Later authors, such as Kapff himself, von Huene, Osborn, and Edwin H. Colbert, incorrectly attributed postcrania of the sauropodomorph dinosaur Efraasia to this species or genus and, as a result, it was thought to be a representative of a presumed group of carnivorous Prosauropoda or, alternatively, a very primitive theropod. Following this lead, many popular books in the 20th century depicted "teratosaurs" as the earliest sort of large-bodied meat-eating dinosaur, walking on two legs and preying on the prosauropods of its day. It was thought by many to be a Triassic ancestor to the "carnosaurs" of the Jurassic. Sauropodomorph material was described as Teratosaurus species such as Teratosaurus minor (now Efraasia) and Teratosaurus trossingensis.

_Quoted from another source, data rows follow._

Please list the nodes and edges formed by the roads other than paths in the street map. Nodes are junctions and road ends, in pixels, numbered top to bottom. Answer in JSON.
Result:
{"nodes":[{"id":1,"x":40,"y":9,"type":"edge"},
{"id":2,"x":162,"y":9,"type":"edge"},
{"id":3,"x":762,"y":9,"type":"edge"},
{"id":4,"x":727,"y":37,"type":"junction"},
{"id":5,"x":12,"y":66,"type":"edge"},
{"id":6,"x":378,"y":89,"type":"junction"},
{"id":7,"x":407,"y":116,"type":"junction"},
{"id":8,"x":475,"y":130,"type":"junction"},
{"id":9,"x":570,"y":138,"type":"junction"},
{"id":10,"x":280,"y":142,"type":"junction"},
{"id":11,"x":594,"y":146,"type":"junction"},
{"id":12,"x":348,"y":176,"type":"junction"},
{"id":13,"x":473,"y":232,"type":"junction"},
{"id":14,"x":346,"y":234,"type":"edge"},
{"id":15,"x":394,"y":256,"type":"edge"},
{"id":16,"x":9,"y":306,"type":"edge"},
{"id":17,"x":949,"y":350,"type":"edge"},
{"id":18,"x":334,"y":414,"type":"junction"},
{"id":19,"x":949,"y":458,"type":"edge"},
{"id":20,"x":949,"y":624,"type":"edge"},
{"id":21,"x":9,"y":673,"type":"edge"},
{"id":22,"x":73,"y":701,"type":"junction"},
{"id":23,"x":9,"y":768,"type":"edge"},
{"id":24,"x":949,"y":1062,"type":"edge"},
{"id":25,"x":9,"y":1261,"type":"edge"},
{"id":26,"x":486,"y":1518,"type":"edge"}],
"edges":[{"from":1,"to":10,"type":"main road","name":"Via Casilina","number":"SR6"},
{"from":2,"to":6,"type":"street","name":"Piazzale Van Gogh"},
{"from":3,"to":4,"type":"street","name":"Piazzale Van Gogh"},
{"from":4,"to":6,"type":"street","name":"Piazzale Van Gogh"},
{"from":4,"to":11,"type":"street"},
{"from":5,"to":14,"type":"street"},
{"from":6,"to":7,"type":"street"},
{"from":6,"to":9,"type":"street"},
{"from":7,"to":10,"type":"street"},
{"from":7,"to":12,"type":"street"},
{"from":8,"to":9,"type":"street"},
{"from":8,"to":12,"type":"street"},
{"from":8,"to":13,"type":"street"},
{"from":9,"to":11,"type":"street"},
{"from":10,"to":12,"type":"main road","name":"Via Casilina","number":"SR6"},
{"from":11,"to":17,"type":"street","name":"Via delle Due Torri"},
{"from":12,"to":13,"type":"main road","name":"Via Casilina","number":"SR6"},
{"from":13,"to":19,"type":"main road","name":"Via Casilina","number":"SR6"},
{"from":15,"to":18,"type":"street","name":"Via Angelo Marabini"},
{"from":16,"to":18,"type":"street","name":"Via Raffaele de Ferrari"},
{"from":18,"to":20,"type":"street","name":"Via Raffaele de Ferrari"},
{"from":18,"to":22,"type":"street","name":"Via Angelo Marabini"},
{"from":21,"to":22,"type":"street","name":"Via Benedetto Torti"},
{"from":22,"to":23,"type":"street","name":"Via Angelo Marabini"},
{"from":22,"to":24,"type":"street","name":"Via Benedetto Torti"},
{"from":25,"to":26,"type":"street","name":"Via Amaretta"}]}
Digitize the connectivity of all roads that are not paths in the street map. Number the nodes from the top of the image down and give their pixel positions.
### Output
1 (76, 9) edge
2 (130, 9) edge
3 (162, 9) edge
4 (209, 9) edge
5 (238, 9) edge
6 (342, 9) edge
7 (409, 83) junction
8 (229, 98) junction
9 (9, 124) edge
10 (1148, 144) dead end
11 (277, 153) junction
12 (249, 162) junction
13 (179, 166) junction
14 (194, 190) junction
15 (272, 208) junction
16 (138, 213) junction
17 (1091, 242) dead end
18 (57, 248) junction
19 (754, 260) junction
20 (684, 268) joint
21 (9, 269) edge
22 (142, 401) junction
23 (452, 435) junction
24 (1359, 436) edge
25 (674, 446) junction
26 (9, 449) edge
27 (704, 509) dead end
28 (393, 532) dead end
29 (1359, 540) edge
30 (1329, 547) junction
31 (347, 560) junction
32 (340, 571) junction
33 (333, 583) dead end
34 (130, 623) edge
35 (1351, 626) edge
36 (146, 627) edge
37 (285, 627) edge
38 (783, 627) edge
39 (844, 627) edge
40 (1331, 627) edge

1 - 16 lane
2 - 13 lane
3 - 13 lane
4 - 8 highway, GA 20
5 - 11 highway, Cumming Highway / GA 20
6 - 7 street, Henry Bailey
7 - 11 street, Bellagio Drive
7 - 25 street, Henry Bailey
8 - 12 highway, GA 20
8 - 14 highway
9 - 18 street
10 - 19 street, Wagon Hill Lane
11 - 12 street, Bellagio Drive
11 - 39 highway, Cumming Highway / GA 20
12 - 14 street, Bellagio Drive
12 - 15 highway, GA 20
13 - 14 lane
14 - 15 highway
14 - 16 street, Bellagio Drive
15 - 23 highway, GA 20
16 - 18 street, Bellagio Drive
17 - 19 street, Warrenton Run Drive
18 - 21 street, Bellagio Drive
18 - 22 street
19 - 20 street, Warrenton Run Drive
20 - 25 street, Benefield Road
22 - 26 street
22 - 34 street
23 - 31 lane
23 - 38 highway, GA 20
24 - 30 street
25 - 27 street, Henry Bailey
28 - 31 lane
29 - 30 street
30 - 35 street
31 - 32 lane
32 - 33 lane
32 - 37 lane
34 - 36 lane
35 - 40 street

In 1985 and 1986, Peter Galton and Michael Benton independently showed that Teratosaurus is actually a rauisuchian, a type of non-dinosaurian large predatory archosaur, many of which walked on all fours, and lived alongside dinosaurs during the Late Triassic.

Apart from the holotype and the sauropodomorph fossils, teeth probably belonging to various carnivorous archosaurs were named as Teratosaurus species. These included Teratosaurus lloydi, a renaming of Cladeiodon lloydi (Owen 1841) by Huene in 1908, and Teratosaurus bengalensis. Teratosaurus silesiacus, described in 2005 by Tomasz Sulej on the basis of a left maxilla, was transferred to the genus Polonosuchus by Brussatte et al. in 2009.